Domingo - Manaus - 24 de janeiro de 2021 - 20:17

BRASIL

Taxa de desocupação atinge 18,8%, no Amazonas, em outubro

Número é recorde da série da Pnad Covid-19 mensal do IBGE. A taxa é a terceira maior do País.

REDAÇÃO TODA HORA

Publicado em 1 de dezembro

No total, 312 mil pessoas estavam desempregadas no Estado

Foto: Divulgação

Em outubro, os dados da PNAD Covid-19, divulgados nesta terça-feira, 1º/12, mostram que a taxa de desocupação do Amazonas (18,8%) atingiu o seu maior número desde o início da pesquisa, em maio. A taxa é a terceira maior do país. No total, 312 mil pessoas estavam desempregadas no Estado. Além disso, 708 mil pessoas (52,7% do total de ocupados) estão na informalidade.

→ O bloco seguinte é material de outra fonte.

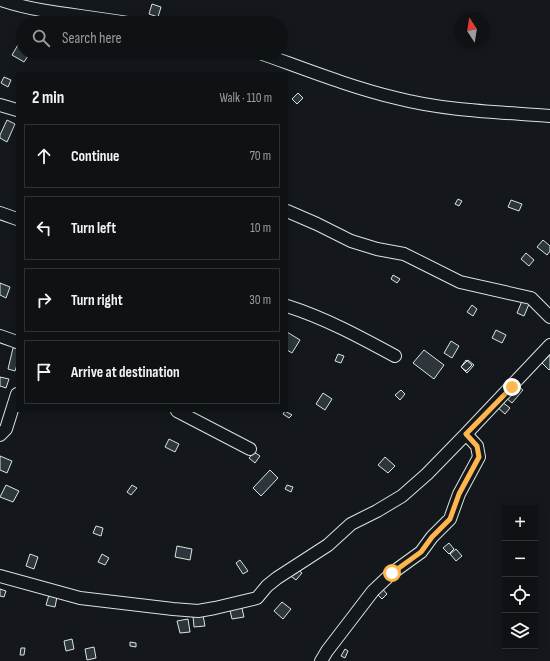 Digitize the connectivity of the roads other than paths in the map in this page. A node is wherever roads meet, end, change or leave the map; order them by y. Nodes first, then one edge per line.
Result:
1 (1, 0) edge
2 (78, 16) edge
3 (280, 60) edge
4 (0, 105) edge
5 (16, 110) edge
6 (550, 116) edge
7 (288, 211) edge
8 (0, 213) edge
9 (16, 219) edge
10 (288, 306) edge
11 (550, 317) edge
12 (0, 336) edge
13 (16, 342) edge
14 (550, 345) edge
15 (395, 356) dead end
16 (16, 397) edge
17 (179, 412) edge
18 (466, 434) junction
19 (0, 436) edge
20 (250, 449) dead end
21 (0, 576) edge
22 (321, 661) edge

1 - 2 street
3 - 6 street
4 - 5 street
7 - 11 street
8 - 9 street
10 - 15 street
12 - 13 street
14 - 18 street
16 - 19 street
17 - 20 street
18 - 21 street
18 - 22 street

O percentual de desocupação apresenta uma variação de 0,6 ponto percentual na comparação com setembro (18,2%); variação de 3,7 pontos percentuais em relação a junho, e de 6,8 pontos percentuais em relação a maio. A taxa de participação na força de trabalho registrou 55,0% e o nível de ocupação foi 44,7%, ou seja, menos da metade da população em idade de trabalhar tinha ocupação. 

Com a taxa de desocupação 18,8%, em outubro, o Amazonas é a terceira unidade da federação com a maior taxa de desocupação. As maiores taxas foram as do Maranhão (19,9%), Bahia (19,5%) e Amazonas (18,8%). E as menores taxas as de Santa Catarina (7,7%), Rondônia (8,7%) e Mato Grosso (9,7%).

Pessoas ocupadas

No Amazonas, havia 1,34 milhão de pessoas ocupadas em outubro, dentre as quais, 490 mil (36,5%) eram pessoas que trabalhavam por conta própria, 326 mil (24,3%) pessoas ocupadas no setor privado e com carteira assinada e 141 mil (10,5%) eram militares e servidores estatutários. Em relação ao trabalhador doméstico, a maioria desses eram trabalhadores sem carteira assinada (41 mil pessoas). Já o número de pessoas ocupadas como trabalhador familiar auxiliar foi de 109 mil pessoas, em outubro. 

Ocupação por atividade

Em relação ao grupamento por atividade, do total de pessoas ocupadas em outubro, no Amazonas (1,34 milhão de pessoas), 265 mil pessoas estavam ocupadas na Administração pública, defesa e seguridade social, educação, saúde humana e serviços sociais, 208 mil pessoas ocupadas no Comércio; reparação de veículos automotores e motocicletas, 200 mil pessoas ocupadas Agricultura, pecuária, produção florestal, pesca e aquicultura e 133 mil pessoas na indústria geral; sendo que desses, 115 mil pessoas na indústria de transformação.

Do total de pessoas ocupadas em outubro de 2020 no Amazonas, 708 mil pessoas estavam ocupadas na informalidade, superando as 641 mil pessoas ocupadas em maio, significando que mais da metade das pessoas ocupadas (52,7%) estavam na informalidade.

No Amazonas, 80 mil pessoas ainda permaneciam ocupadas e afastadas do trabalho, número menor que vem decrescendo desde o início da pesquisa, em maio. Dessas pessoas, 50 mil ainda estavam afastadas do trabalho por conta do distanciamento social e 30 mil estavam afastadas por motivo diferente do distanciamento social.

No Amazonas, foi verificado que entre os ocupados que estavam afastados do trabalho (80 mil pessoas), aproximadamente 21 mil deixaram de receber remuneração do trabalho e 59 mil pessoas continuaram a receber a remuneração. 

Das 1,34 milhão de pessoas ocupadas no Amazonas, 1,26 milhão não estavam afastadas do trabalho que tinham. Dessas pessoas, 47 mil trabalharam na forma remota, ou seja de 3,7%, uma queda de 0,5 ponto percentual. 

Auxílio emergencial
Em outubro, cerca de 58,7% de domicílios no Amazonas receberam algum auxílio emergencial de, em média, R$ 691,00. O percentual é 2,2 pontos percentuais inferior ao registrado em setembro, e 3,3 p.p. inferior ao de agosto.

 No Amazonas, o rendimento médio real efetivamente recebido, de todos os trabalhos das pessoas ocupadas, foi de R$ 1.690,00. Já o rendimento real domiciliar per capita médio efetivamente recebido foi de R$ 797,00. A massa de rendimento médio real efetivamente recebido de todos os trabalhos foi de R$ 2,09 bilhões.